Два пенька рядом сиротливо белели в середине полосы. Потянул легкий ветерок, слегка зашуршали ветви, будто жалуясь… Мы понуро стояли над пнями. Евсеич то мял кепку в руках, то набрасывал ее на голову, то снова снимал и теребил за пуговку; в волнении руки не давали покоя и клинышку бородки; он пробовал зажечь спичкой трубку, забыв набить табаком, и снова совал ее в карман.

Потом сжал кулак и с озлоблением потряс им в воздухе.

— Сук-кин сын! Подлец! Гришка Хват, больше некому!

— Он, — мрачно подтвердил Петя.

Охотиться уже не хотелось. Найда поплелась за Евсеичем. Я смотрел ему в спину, и мне казалось, что он сгорбился и постарел… Мы шли молча. Некоторое время спустя Евсеич сказал, ни к кому не обращаясь:

— Дня три-четыре как срублены — зарубы обветрило: теперь уж не найдешь… Каналья!

Утром следующего дня Евсеич зашел за мной, и мы направились к председателю колхоза Петру Кузьмичу Шурову. Он сидел в своем кабинете, рассматривая какую-то бумагу, делал пометки то красным, то черным карандашом.

Мы поздоровались.

— Знаю, с чем пришли, — заговорил Шуров. — Петя успел сообщить, уже и заметку в стенгазету потащил. Садитесь, подумаем вместе! — Он положил перед нами ведомость трудодней. — Поинтересуйтесь, а потом о деревьях поговорим!

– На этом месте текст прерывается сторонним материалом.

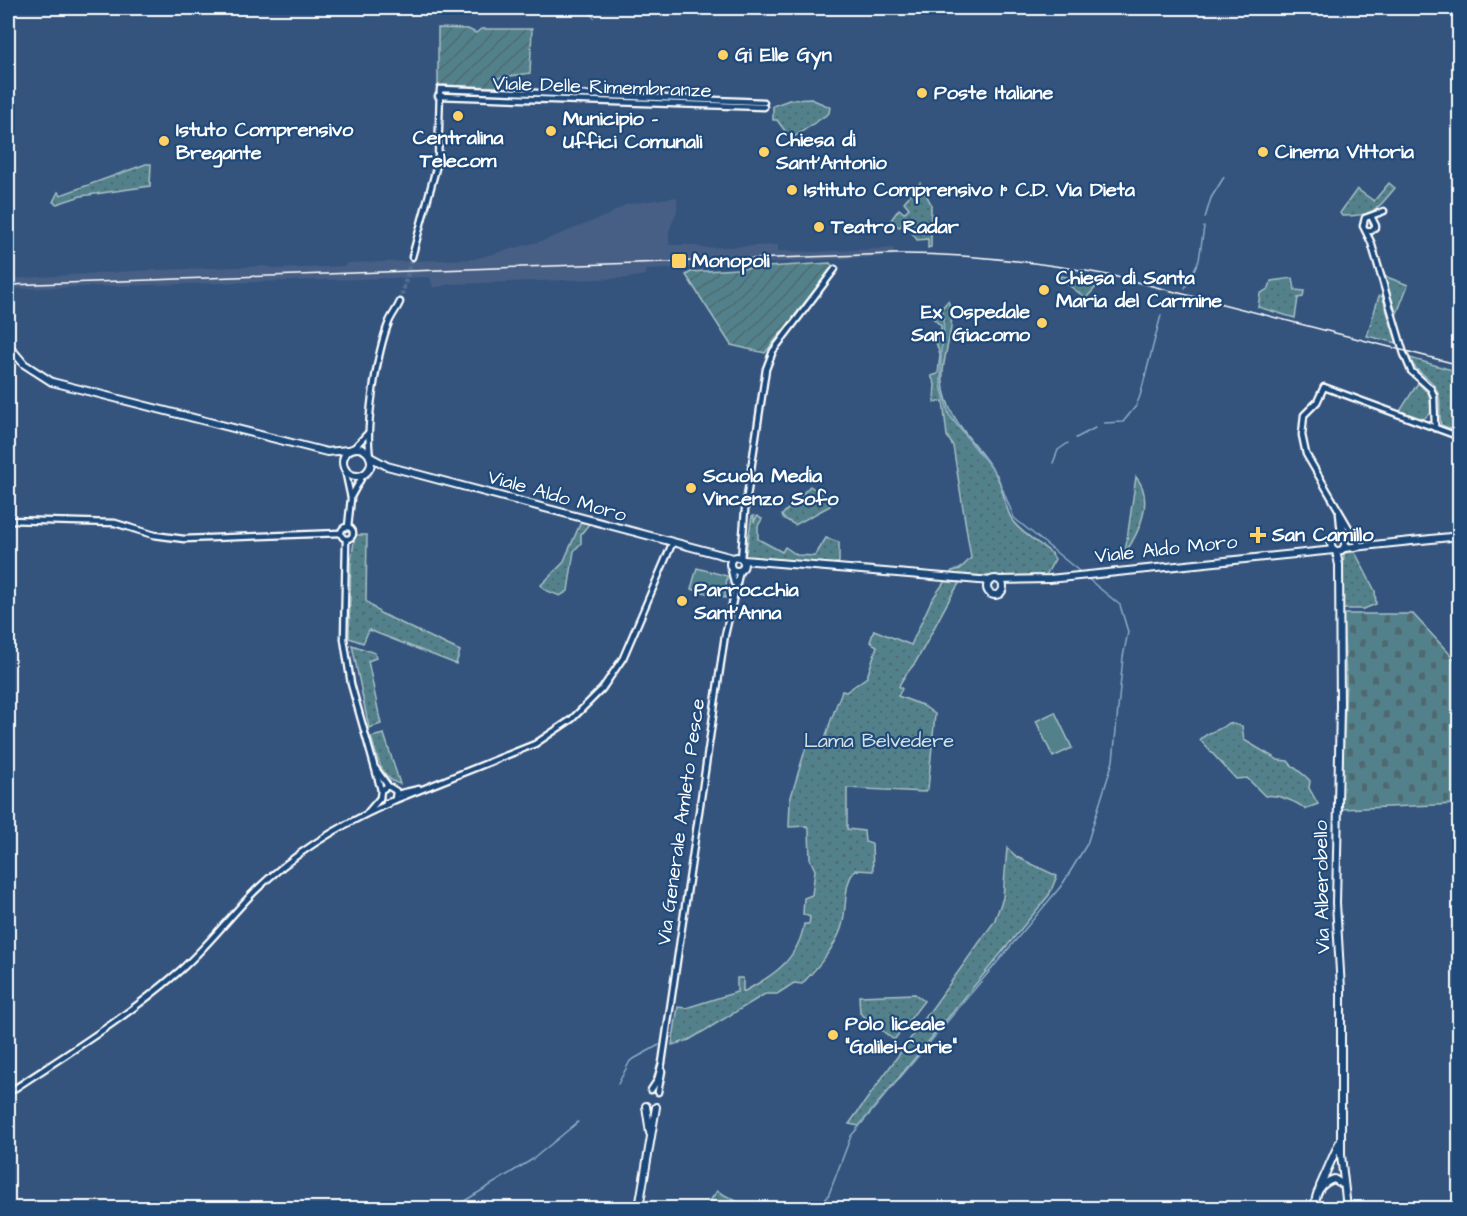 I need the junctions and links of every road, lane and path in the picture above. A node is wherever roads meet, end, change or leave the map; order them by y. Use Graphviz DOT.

Против фамилий колхозников — цифры трудодней. Пятьсот и выше — в красном кружочке, это, понятно, передовики. Шестьдесят — в черном колечке, тоже понятно — болтуны и лодыри, но таких только три. Но вот пятьдесят два — в красном, а сто пятьдесят — в черном; это не сразу поймешь, и я вопросительно поднял глаза на Петра Кузьмича, указывая на эти цифры.

— То-то вот и оно, что не сразу понять. А разберись — дело простое. Пятьдесят два — это лучшая колхозница, но она больна, надо помочь ей и направить в санаторий. А сто пятьдесят…

Но я уже вслух прочитал:

— Хватов Григорий Егорович — сто пятьдесят.

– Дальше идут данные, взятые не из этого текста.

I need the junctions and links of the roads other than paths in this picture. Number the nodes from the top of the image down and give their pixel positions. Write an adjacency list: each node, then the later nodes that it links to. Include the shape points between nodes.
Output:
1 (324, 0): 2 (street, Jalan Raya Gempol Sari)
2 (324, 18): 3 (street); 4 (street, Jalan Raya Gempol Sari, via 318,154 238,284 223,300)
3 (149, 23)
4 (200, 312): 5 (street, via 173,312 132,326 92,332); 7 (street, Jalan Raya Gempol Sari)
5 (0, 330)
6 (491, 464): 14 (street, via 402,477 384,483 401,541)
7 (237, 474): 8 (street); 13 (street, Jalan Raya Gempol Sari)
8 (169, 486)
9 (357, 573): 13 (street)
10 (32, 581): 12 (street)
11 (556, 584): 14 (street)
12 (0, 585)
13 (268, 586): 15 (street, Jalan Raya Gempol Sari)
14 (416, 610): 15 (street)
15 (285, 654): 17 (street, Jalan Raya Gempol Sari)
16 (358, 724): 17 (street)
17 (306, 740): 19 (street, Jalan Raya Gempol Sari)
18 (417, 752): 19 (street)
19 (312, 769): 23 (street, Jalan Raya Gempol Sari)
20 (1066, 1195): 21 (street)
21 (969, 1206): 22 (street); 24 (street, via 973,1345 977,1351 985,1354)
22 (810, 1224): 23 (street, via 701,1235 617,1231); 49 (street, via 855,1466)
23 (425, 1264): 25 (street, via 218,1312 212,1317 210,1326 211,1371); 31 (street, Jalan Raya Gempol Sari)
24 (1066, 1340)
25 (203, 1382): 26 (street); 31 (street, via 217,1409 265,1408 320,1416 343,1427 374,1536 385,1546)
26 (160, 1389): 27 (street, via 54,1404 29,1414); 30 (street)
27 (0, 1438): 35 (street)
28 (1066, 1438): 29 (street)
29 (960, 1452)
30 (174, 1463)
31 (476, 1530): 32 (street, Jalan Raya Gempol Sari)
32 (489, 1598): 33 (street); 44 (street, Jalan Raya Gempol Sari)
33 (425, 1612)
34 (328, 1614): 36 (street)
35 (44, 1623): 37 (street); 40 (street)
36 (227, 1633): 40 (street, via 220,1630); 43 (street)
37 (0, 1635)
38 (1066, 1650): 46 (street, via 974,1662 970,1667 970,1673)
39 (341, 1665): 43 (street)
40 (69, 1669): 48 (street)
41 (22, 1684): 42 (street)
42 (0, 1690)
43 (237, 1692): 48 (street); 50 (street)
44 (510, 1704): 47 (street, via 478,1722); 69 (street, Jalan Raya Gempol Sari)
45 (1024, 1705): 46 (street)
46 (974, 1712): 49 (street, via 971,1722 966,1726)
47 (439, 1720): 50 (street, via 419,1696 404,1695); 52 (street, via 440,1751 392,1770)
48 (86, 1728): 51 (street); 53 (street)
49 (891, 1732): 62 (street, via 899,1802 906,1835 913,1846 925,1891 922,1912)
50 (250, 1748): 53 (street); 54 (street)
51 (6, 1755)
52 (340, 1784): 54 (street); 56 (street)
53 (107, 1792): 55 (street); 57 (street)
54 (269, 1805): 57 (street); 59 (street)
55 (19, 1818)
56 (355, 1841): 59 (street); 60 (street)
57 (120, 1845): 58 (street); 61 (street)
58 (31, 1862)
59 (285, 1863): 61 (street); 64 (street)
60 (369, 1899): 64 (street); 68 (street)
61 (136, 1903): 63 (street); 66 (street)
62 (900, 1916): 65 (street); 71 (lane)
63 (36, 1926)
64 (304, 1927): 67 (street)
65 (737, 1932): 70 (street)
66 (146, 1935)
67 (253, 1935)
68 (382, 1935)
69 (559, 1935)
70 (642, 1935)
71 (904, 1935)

— Во! Гришка Хват, — подтвердил Евсеич, подняв палец вверх.

— Минимум выработал: все в порядке, все законно, — продолжал Петр Кузьмич, — работает — шатай-валяй, а живет — сыр в масле. Все понятно, но… с какой стороны его взять? Вот вопрос.

Он задумался. Взгляд его направлен на чернильницу, но, казалось, он видит перед собой Хватова и мысленно всматривается в него, прощупывает.

Евсеич покачал головой.

— Во всяком чину — по сукину сыну. Ясно дело.

Петр Кузьмич оживился, пристукнул ладонью о край стола и решительно встал. Видно было, что его осенила новая мысль, и он ее высказал:

— Брать его надо всего целиком… Выдернуть его и показать всем, а сначала сам пусть на себя посмотрит. И домой к нему надо сходить, посмотреть, раскусить хорошенько. Говорят, мой предшественник — бывший председатель колхоза Прохор Палыч Самоваров только у Хватова и угощал начальников разных и сам там угощался.

— Там, там, Кузьмич, только там, подтвердил Евсеич, — туда и баранинку, туда и яички, все туда, а самогонку-то Гришка и сам мастер гнать.

— Сходим, Владимир Акимыч? — обратился ко мне Петр Кузьмич.

— Пошли хоть сейчас!

— Вы там в сарай загляните, в сарай! — напутствовал нас Евсеич. — Да кусок хлеба возьмите! Кобель у него, как тигра.

Краюшку хлеба председатель и в самом деле сунул в карман, зайдя в кладовую.